Willem Elsschot
1882 - 1960
Antwerpen
In 1934 erschien ein Bändchen "Verzen van Vroeger" - "Verse von Früher" mit 10 Gedichten die Elsschot schon in den Jahren 1910-1912 geschrieben hatte. Es dauerte aber bis 1934 bis er - nach langem Drängen von bekannten Literaten - der Veröffentlichung des Bändchens zustimmte. 6 der Gedichte waren in 1932-33 in der Zeitschrift "Forum" erschienen, der führenden Literaturzeitschrift der Zeit, die sich stark machte gegen den manchmal überkandidelten Ästhetizismus, der sich in der Nachfolge der Achtziger in der Literatur breitgemacht hatte. Elsschots unsentimentale Umgangssprache, noch dazu bereits in den Jahren 1910-12 geschrieben, passte zu der neu-sachlichen Ästhetik des "Forums". Die Zeitschrift setzte sich außerdem für ein engeres Zusammengehen der niederländischen und der flämischen Literatur ein. Der Belgier Elsschot passte also in jeder Hinsicht zur Philosophie der Redaktion. Elsschot hatte schon vorher 4 Romane geschrieben, die kaum wahrgenommen worden waren. Er hatte seine literarische Aktivitäten praktisch aufgegeben und sich seiner Arbeit als Werbemann gewidmet, als seine Gedichte erschienen und sich als großen Erfolg erwiesen. Seitdem ist Elsschot Vorbild für Generationen von Dichtern und Schrifstellern, die eher der unsentimentalen, kunstlosen, sachlichen, umgangssprachlichen Seite des Métiers zugeneigt sind. "Am Totenlager eines Kindes", "Die Ehe" und der "Brief" habe ich in diesem Blog schon übersetzt. Alle zeichnen sich aus durch den verzweifelten Versuch sich einer Lage zu widersetzen, die nicht gut zu machen ist. Der Tod eines Kindes, die Hölle einer Ehe, die vergebliche Rache. Mich erinnern alle an die Ballade des Pendus des François Villon, mit ihrem "envoy" in den Schlusszeilen:
.........
"Prince Jhesus, qui sur tous a maistrie,
Garde qu'Enfer n'ait de nous seigneurie :
A luy n'avons que faire ne que souldre.
Hommes, icy n'a point de mocquerie;
Mais priez Dieu que tous nous vueille absouldre.."
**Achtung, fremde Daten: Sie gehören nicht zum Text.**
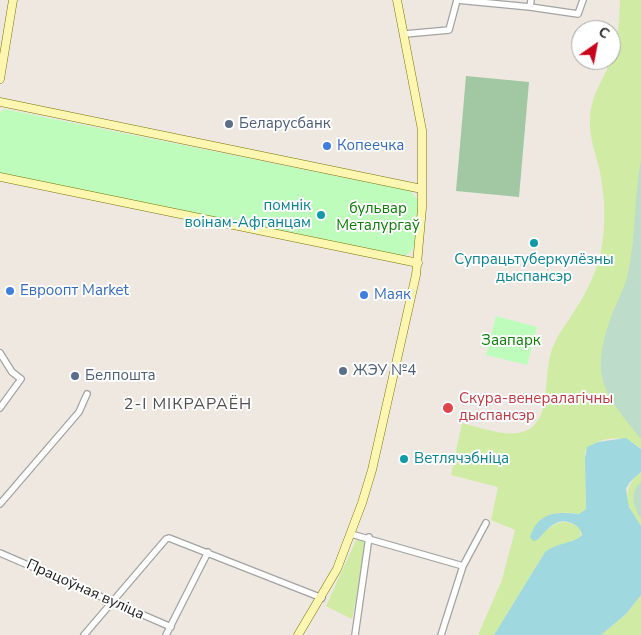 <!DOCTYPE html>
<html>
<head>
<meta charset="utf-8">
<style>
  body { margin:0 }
  #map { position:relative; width:641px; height:635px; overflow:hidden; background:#eee8e1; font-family:"Nunito Sans",sans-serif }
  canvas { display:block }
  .north { position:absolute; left:571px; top:20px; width:50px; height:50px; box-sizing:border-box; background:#fff; border:1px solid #a4a4a4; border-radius:50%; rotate:33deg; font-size:14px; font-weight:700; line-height:20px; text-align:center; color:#1c1c1c }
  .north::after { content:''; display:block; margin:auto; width:18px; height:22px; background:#c8001a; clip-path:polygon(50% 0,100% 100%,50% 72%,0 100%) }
</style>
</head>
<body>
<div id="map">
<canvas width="641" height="635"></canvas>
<div class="north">С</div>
</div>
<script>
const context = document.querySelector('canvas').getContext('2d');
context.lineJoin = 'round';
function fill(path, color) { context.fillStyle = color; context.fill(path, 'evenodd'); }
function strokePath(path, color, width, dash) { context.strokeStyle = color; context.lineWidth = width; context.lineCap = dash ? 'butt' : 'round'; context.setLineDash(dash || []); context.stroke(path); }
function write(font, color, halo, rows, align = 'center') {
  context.font = font + ' "Nunito Sans",sans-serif'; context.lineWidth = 4; context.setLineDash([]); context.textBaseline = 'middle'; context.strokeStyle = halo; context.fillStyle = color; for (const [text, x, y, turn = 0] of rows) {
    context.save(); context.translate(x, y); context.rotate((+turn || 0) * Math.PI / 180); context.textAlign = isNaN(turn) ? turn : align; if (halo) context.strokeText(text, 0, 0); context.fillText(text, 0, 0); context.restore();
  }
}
fill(new Path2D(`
  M620,0H641V449C626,433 599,436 585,451L586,509L579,514C557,511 547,513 532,532L537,540C550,526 562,514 580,529L581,537L545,552L494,635H478L502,580L515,530L491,520L498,487L451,475L462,423C498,432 538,450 545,398C547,381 547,365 552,349C557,336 566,324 573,313C586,294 596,273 601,251C606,225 605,198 600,172C596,155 589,137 590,120C590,97 603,80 611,60C619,41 619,20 620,0Z
  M641,472V526C626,508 620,488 641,472Z
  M357,538L367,541L352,619L326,606Z
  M641,595V635H601L626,614Z`), '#d0eca4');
fill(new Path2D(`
  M641,160V439C608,397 589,381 609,323C614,306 624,291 628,273C636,236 634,197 641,160Z
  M641,482V519C633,506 629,493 641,482Z`), '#bdddca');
fill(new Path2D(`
  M466,76L529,82L519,197L456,191Z`), '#a1c8a2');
fill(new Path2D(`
  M4,109L410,191L418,200C417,216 422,250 404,256L0,173V112Z
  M496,316L537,327L527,365L486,355Z`), '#befcbb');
fill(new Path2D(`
  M626,438L641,449V472L630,482L626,489L629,507L641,526V595L626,614L601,635H494L545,552C556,543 575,543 582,535C581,530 579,528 575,525C558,514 548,529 537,540L533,541L530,537C539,511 557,512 579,514L586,509L585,458L587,447L598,442Z`), '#9fd8de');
const minor = new Path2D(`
  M457,0L530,7L531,0
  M530,7L578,14L583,0
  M405,34L449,30L457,0
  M0,353L12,372L21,379L0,408
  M0,504L79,412L87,394
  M351,534L463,566
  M0,553L171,627
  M84,635L166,539L169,538L322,598
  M166,635L208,552
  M355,635L369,537
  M441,635L463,566L486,523`);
const secondary = new Path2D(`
  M0,79L13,0
  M0,102L422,189
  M0,177L418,263
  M298,635L337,569L362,503L372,470L416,275L422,208V130L397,0`);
strokePath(minor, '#a3a3a3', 8);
strokePath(secondary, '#767400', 9);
strokePath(minor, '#fff', 5.5);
strokePath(secondary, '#fcf6b1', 8);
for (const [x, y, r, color] of [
  [229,124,5,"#5c6f8a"],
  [327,146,5,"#3f7fe0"],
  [321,215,5,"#0f9aa8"],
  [534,243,5,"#0f9aa8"],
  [10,291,5,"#3f7fe0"],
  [364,295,5,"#3f7fe0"],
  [343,371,5,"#5c6f8a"],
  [75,376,5,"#5c6f8a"],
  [448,408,6,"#e0444e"],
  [404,459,5,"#0f9aa8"]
]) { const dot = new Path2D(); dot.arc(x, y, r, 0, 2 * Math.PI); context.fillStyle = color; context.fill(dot); strokePath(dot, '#fff', 2); }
write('15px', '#4e5e75', '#fff', [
  ["Беларусбанк",239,124],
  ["ЖЭУ №4",353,371],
  ["Белпошта",85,376]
], 'left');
write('15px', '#366cbe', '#fff', [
  ["Копеечка",337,146],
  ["Евроопт Market",20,291],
  ["Маяк",374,295]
], 'left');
write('15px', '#0d838f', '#fff', [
  ["помнік",311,206],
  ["воінам-Афганцам",311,223],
  ["Супрацьтуберкулёзны",534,260,"center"],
  ["дыспансэр",534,277,"center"],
  ["Ветлячэбніца",414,459,"left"]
], 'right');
write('15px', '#0c7e06', '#fff', [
  ["бульвар",378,209],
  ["Металургаў",378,226],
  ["Заапарк",511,341]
]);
write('15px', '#be3a42', '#fff', [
  ["Скура-венералагічны",459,399],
  ["дыспансэр",459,416]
], 'left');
write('15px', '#1c1c1c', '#fff', [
  ["Працоўная вуліца",85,590,24]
]);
context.letterSpacing = '1px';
write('16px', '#4f4f4f', '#fff', [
  ["2-І МІКРАРАЁН",188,405]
]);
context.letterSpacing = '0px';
</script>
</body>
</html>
Garde qu'Enfer n'ait de nous seigneurie :
A luy n'avons que faire ne que souldre.
Hommes, icy n'a point de mocquerie;
Mais priez Dieu que tous nous vueille absouldre.."
Willem Elsschot
Rotterdam 1910.
Der Buckel spricht
Hier ist der Buckel, das Klappergestell
der Knubbelkerl, der drollige Gesell',
der Zwerg, der hochdreht das Gesicht
wenn er mit den Söhnen spricht
Der Baumstumpf mit dem schrägen Stamm,
mit obendrauf ein Riesenschwamm,
nistend dort für alle Tage,
und den kein Mensch davon kann jagen.
Er hockt dort schon solang ich denken kann
ein Teufel mir von Kind bis Mann,
der alles hat versaut, verdorben,
zu meinem Unglück hat er Ruhm erworben.
Auf der Hochzeit mit dabei
den Frack zerschnitten für das Ei,
die Braut beschämt, das Fest geklaut,
spuckt Galle auf den Strauß der Braut.
So verübte und verübt er Mord nach Mord,
wenn er nur sitzt und spricht kein Wort,
nicht sieht noch hört, macht keinen Laut,
er frißt mich ganz, mit Haar und Haut.
Ihr, denen keiner kann vergeben
was ihr verbrochen habt im Leben;
Gesindel mit dem schwärzesten Gewissen,
die weder ruhig schlaft, noch esst nur einen Bissen,
die voller Scheu im Schattenreich verkehrt,
kommt her, gebt mir was euch beschwert,
ich werd' es heben ohne Klagen,
wenn ihr für mich das Ding wollt tragen.